Und dann folgte unter Flutlicht die Kür der CDI4*-Tour. In dieser gelang Jessica Neuhauser ein beeindruckender Erfolg. Mit einer anspruchsvollen und atmosphärischen Kür tanzte Rockson mit ihr zu 76,34 Prozent. Mit diesem Ergebnis landen sie auf einem phänomenalen vierten Platz in der Kür und nehmen von ihrem ersten CHIO Aachen Start direkt eine Schleife mit nach Hause.

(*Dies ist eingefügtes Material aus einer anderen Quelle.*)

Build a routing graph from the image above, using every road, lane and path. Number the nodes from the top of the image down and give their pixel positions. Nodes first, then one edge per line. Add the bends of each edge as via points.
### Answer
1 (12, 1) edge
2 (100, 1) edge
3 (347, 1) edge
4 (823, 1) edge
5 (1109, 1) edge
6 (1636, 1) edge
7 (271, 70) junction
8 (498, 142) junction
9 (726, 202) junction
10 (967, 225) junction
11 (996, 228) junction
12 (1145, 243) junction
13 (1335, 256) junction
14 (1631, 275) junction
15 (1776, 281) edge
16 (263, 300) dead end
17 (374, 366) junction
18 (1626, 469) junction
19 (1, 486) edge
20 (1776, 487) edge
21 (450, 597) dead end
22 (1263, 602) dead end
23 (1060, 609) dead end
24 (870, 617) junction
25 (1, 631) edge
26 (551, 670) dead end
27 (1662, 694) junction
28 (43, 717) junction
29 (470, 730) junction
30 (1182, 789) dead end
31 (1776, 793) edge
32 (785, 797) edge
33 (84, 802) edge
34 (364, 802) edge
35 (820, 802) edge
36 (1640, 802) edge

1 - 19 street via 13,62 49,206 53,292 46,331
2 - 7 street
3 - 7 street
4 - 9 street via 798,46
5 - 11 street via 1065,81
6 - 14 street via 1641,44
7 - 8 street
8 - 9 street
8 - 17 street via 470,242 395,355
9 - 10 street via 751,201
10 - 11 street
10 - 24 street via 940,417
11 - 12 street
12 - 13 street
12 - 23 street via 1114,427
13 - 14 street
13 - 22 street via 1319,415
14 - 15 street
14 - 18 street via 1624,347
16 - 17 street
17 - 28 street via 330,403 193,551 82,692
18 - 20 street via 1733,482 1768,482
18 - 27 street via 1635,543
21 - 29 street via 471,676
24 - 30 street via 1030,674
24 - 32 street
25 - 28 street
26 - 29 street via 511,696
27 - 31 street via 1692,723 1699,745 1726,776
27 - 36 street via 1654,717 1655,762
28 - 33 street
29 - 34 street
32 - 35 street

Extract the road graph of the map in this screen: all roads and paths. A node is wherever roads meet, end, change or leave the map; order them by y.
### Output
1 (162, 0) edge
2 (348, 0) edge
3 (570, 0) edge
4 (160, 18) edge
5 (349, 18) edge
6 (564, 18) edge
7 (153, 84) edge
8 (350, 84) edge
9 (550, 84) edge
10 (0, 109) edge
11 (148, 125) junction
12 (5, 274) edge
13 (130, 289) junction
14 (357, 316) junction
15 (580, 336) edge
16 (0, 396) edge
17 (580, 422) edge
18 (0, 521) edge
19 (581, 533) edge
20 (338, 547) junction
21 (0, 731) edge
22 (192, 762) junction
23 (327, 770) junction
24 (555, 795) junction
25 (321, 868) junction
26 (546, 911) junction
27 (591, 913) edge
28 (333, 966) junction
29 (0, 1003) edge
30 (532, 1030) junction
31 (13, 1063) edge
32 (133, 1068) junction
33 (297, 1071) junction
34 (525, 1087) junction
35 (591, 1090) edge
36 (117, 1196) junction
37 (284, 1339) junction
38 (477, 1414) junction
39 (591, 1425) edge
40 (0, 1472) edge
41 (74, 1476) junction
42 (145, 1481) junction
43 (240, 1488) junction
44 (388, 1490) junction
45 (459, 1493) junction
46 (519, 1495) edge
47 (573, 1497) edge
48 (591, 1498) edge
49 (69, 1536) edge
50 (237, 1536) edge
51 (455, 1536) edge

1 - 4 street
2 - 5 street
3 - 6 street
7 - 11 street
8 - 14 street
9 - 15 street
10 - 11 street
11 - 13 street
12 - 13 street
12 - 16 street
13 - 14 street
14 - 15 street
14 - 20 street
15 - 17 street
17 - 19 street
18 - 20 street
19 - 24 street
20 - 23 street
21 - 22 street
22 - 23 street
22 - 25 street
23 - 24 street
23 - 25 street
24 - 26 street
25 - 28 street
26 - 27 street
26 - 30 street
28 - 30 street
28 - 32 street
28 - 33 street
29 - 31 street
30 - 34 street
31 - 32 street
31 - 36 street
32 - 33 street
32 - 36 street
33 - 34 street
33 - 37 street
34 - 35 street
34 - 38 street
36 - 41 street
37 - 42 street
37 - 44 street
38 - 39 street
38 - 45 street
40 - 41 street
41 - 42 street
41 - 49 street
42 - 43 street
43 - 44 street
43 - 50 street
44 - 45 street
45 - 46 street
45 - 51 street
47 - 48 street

Bereits im Grand Prix am Mittwoch mussten sie sich nicht verstecken, denn bei starker Konkurrenz konnten sie in ihrem allerersten Start im Dressurstadion der Aachener Soers 68,06 Prozent erreiten und auf dem 16. Platz rangieren. Doch die Kür am heutigen Abend hat der CHIO Aachen Premiere definitiv ein Sahnehäubchen aufgesetzt. Zum Sieg reiten konnte Semmieke Rothenberger mit ihre Farrington. Mit einem deutlichen Gewinner-Ergebnis von 79,98 Prozent. Platz zwei ging an den Spanier Borja Carrascosa mit Sir Hubert NRW (77,89 Prozent). Fabienne Müller-Lütkemeier folgte knapp dahinter mit Valencia AS.